The effect of intracellular oxygen concentration on lactate release, pyridine nucleotide reduction, and respiration rate in the rat cardiac tissue.

Abstract

By measuring the absorbance change due to myoglobin oxygenation in hemoglobin-free isolated perfused rat hearts, we analyzed effects of perfusion pressure and heart rate upon the intracellular oxygen concentration. With Langendorff perfusion, the cardiac tissue was kept normoxic (above 50 microM O2) at aortic pressure above 50 cm H2O, but became hypoxic (8 microM O2) at 30 cm H2O. The increase in cardiac work, expressed as the product of peak systolic pressure and heart rate, increased oxygen consumption at aortic pressure of 50-200 cm H2O. The heart was kept normoxic under these conditions.
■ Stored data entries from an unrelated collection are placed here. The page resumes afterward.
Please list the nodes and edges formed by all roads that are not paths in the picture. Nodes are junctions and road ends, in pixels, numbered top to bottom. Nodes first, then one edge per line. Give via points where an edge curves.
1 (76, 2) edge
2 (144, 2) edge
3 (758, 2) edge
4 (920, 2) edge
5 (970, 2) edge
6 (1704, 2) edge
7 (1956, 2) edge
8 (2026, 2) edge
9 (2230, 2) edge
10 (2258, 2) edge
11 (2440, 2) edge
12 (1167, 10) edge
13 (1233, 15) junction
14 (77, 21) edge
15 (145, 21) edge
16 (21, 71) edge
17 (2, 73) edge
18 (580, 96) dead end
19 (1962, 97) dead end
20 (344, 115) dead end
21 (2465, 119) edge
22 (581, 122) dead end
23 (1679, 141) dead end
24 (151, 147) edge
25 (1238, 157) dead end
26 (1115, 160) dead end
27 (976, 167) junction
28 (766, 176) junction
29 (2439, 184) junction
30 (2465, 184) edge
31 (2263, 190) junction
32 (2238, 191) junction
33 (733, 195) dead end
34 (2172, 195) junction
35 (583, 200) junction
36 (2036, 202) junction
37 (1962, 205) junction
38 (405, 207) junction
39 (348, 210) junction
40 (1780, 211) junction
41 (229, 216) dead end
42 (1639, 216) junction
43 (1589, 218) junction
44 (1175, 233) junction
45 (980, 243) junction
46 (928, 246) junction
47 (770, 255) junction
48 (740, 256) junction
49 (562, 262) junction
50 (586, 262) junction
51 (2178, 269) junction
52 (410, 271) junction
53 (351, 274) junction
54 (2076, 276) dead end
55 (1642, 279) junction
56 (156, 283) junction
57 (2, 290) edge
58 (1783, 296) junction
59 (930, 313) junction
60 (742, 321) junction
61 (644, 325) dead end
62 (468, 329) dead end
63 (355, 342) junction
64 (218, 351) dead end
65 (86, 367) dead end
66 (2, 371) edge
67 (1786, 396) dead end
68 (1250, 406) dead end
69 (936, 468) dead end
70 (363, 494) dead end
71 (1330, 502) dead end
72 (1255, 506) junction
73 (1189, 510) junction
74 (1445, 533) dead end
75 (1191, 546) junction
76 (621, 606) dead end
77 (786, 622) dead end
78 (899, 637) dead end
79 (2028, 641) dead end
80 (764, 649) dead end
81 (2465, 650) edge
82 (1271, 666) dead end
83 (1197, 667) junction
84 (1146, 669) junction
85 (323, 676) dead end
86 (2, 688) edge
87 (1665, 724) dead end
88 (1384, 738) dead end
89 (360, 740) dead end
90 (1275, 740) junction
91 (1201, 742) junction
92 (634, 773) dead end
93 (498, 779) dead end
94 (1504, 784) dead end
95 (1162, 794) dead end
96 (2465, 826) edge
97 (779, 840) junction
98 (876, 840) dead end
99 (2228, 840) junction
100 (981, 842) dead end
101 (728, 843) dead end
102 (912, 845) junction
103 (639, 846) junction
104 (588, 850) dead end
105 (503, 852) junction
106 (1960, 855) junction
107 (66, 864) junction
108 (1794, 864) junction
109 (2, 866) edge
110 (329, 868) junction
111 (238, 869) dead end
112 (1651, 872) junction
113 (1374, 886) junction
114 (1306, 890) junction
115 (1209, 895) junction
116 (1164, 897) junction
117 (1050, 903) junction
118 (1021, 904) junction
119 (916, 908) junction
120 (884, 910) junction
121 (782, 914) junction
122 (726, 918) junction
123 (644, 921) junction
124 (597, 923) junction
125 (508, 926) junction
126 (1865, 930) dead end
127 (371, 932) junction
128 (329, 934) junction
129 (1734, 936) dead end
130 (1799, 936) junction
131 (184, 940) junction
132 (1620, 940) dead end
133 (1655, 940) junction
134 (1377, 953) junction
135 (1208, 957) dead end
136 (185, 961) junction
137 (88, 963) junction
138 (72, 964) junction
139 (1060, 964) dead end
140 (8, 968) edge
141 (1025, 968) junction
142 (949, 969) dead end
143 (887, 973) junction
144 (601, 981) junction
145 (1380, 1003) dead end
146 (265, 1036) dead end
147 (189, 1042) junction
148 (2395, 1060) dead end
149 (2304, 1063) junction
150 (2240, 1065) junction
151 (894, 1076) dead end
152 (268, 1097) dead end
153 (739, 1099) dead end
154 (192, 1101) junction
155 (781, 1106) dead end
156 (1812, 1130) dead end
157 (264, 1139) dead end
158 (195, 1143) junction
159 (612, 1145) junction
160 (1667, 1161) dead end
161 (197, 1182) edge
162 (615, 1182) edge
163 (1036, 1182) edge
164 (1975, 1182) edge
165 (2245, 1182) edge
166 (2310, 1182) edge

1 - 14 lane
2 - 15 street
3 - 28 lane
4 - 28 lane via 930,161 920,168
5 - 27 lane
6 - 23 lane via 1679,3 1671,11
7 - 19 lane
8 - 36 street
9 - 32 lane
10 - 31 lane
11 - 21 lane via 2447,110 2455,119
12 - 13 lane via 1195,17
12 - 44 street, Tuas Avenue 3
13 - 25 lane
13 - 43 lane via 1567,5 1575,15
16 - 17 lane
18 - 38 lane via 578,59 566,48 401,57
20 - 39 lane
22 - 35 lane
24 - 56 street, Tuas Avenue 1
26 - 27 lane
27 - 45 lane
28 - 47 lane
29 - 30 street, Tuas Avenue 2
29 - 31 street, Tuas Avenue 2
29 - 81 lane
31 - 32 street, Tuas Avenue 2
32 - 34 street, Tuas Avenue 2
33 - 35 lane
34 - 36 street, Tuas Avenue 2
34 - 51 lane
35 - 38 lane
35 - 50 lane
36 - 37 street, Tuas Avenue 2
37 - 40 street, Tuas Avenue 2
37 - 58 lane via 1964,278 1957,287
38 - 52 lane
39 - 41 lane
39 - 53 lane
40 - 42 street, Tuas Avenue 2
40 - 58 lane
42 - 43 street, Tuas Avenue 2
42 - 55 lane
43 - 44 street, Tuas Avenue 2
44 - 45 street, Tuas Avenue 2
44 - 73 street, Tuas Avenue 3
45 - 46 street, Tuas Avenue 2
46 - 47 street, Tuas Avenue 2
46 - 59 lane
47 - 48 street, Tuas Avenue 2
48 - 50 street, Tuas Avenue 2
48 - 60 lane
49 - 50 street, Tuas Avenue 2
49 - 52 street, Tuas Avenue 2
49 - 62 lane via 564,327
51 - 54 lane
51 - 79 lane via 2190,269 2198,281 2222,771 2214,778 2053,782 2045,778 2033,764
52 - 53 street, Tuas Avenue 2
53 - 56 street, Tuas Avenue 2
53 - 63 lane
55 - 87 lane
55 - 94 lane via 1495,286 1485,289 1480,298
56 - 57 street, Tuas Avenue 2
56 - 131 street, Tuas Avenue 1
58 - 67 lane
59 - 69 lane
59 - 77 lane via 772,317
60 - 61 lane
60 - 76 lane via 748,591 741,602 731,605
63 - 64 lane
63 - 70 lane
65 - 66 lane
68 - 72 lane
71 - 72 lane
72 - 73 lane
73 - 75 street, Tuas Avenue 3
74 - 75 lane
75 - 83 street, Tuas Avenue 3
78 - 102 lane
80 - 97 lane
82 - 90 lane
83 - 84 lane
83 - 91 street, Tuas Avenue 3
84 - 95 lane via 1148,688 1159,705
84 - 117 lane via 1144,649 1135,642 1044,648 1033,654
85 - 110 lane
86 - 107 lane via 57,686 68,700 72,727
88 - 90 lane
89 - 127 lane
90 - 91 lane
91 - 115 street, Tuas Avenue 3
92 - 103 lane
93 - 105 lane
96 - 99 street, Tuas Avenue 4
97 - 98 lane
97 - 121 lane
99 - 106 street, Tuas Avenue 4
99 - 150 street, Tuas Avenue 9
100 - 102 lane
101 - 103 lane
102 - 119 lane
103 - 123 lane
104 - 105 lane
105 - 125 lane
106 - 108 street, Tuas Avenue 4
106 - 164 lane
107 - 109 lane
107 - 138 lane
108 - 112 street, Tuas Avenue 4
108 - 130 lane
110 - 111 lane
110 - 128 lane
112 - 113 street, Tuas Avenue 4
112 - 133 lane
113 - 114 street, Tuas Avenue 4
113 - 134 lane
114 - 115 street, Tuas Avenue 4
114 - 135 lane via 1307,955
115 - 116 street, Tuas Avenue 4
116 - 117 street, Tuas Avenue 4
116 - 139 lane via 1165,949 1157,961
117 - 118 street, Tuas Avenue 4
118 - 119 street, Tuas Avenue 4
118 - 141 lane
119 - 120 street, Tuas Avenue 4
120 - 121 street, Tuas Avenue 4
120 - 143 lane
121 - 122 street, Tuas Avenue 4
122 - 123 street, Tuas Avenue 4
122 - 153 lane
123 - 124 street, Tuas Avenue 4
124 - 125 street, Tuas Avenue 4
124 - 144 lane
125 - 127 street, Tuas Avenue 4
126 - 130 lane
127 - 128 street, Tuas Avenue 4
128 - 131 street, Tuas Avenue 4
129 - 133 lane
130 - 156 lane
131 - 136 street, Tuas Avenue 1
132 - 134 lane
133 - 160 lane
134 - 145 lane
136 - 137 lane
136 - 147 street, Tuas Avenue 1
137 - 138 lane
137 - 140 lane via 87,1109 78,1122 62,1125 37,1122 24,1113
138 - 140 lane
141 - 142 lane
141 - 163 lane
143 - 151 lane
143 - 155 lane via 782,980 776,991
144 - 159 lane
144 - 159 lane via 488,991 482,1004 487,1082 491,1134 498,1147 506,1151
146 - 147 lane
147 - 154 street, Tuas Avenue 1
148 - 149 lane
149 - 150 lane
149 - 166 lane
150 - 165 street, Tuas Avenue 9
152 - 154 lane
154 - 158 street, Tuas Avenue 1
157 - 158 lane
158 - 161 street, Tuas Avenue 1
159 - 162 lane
Lactate release, oxygen consumption, and the oxidation-reduction state of pyridine nucleotide were measured as a function of myoglobin oxygenation under various normoxic and anoxic conditions. Pyridine nucleotide fluorescence and lactate release started to increase as the intracellular oxygen concentration decreased to 6 and 10 microM, respectively. Oxygen consumption was kept constant until the oxygen concentration decreased to 10 microM and slowed down below it. A close relationship between oxygen consumption and lactate release was observed. Infusions of epinephrine and norepinephrine under normoxic perfusion conditions increased cardiac work, oxygen consumption, and lactate release. More than 50% of myoglobin was then deoxygenated even under normoxic perfusion conditions. The increase in lactate release was ascribable to the increase in glycolytic flux caused by hypoxia. The change of pyridine nucleotide fluorescence by epinephrine was also explained by hypoxia in cardiac tissue.